We were told about this event from a new friend met here in A’dam (shoutout to you Sonny!) and were so excited to check it out – SO excited that we didn’t think about the thousands of others who had the same plans for their Saturday morning. We thought we could stroll in, pick a tulip, maybe get a cute Insta while pulling the flower up from the crate, and go on our merry way into the day. Boy were we wrong.
This picture doesn’t even do the crowd justice. This was only half the square and it was cut off from the line of hundreds of people waiting to get in. Shan and I only got to peek in because they offered a platform to watch the smart ones who arrived early posing for pics while picking their tulips. This platform was also uncomfortably crowded and someone was coughing on me while I took this picture #doitfortheblog.
Our next stop was one of the places I’ve been the most curious about visiting – Albert Cuypmarkt (Cuyp is pronounced like “cowp” – I messed that up in our video). This market happens to be conveniently located near the Heineken Factory in the neighborhood known as De Pijp.
It’s been one of Amsterdam’s most popular markets since it began in 1904, and has been featured on many travel shows…so yeah, that’s where I got the idea to go. BUT, it was the fresh stroopwafels I saw with the drool-worthy caramel pull (1:21 in the video) that motivated me to get off my butt and venture off to this new place.

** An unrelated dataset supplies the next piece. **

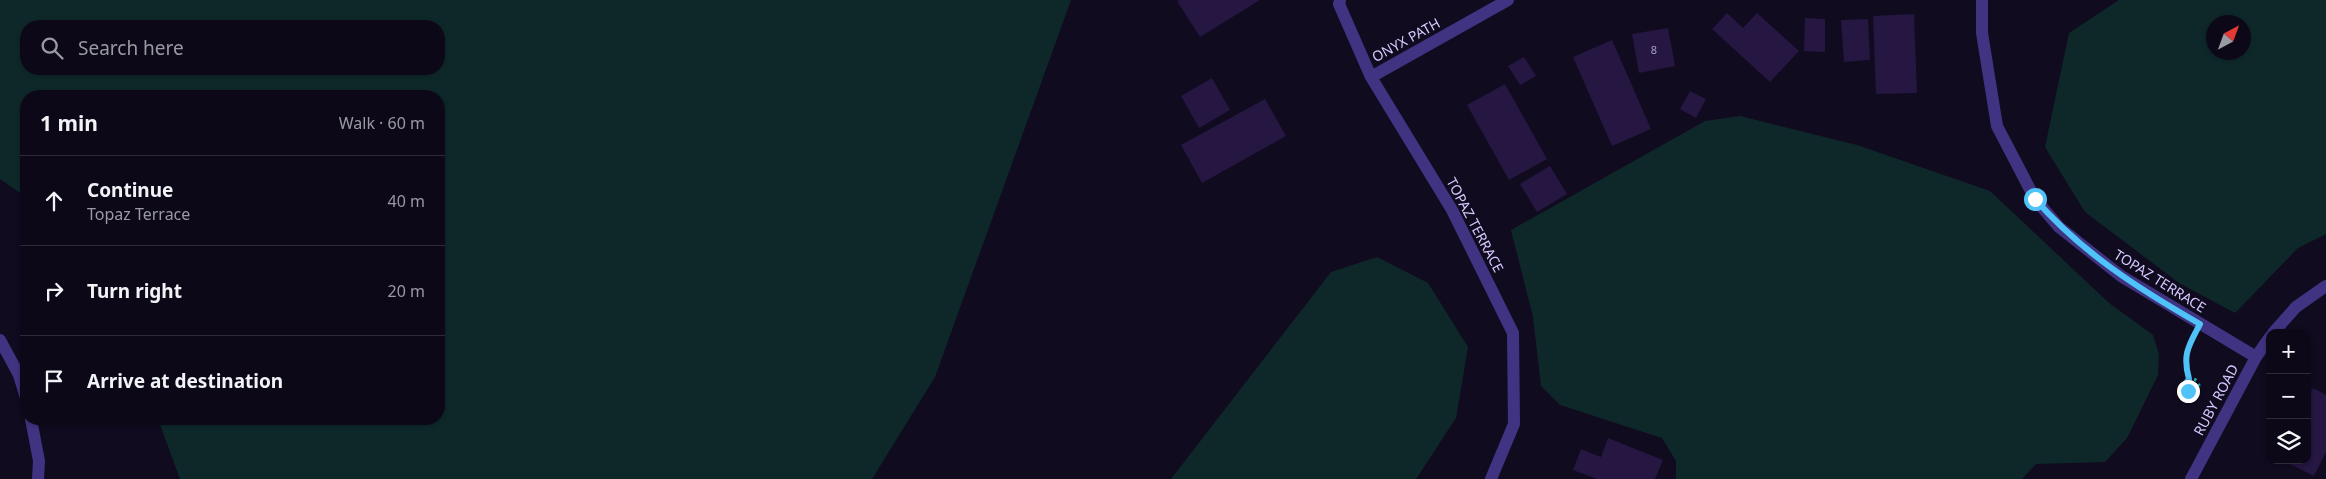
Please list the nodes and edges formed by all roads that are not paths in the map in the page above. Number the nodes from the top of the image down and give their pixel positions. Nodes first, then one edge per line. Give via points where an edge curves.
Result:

Boy am I happy I did…try to keep it in your pants because the following content is straight up food porn:
Sweets aren’t the only things Albert Cuyp has to offer – vendors sell everything from fruit, vegetables, cheese, fish and spices to clothes, cosmetics and bedding – all of which I resisted because ya girl’s still unemployed.
Next stop was the first Heineken brewery (est. 1864). We’ve received many recommendations from friends and family to go on the tour and learn the perfect pour, so that’s exactly what we did. It began with the history of the creator of Heineken, Gerard Adriaan Heineken, and continued with more about his grandson, Freddy, and other key people who made Heineken as refined and famous as it is today.
Gerard Adriaan Heineken, Founder
Freddy Heineken, Founder’s Grandson & Successor
2 things that blew my mind about Heineken:
It was one of the first brands to boil beer down to a science. Scientists relied on chemistry to experiment and master the perfect brew, which was revolutionary for its time.
Many of the Heineken men who drove the brand received multiple medals and awards from different countries – not for their beer, but for their service to the world.
The tour turns from history to good-ole-fashioned fun with interactive toys, games, and samples, of course. It ends with the two beers you get included with your entrance ticket (€16 per person) in a club-style atmosphere and another great view of the city.
Check out some of the other souvenirs we walked away with:
The following video is a bit odd:
What did we do after the Heineken factory? Grabbed a six pack of Heineken, of course. It was just the beginning to our night out in the Red Light District, which I’ll share more about once I can wrap my head around what I witnessed there.
Hope you’re all having a fantastic day and enjoyed reading!
Fun fact: I once wrote a business plan for an ice cream shoppe named Scoop, There It Is! in my Intro to Management class. It was the coolest theoretical hangout ever out ever & you best believe I got an A.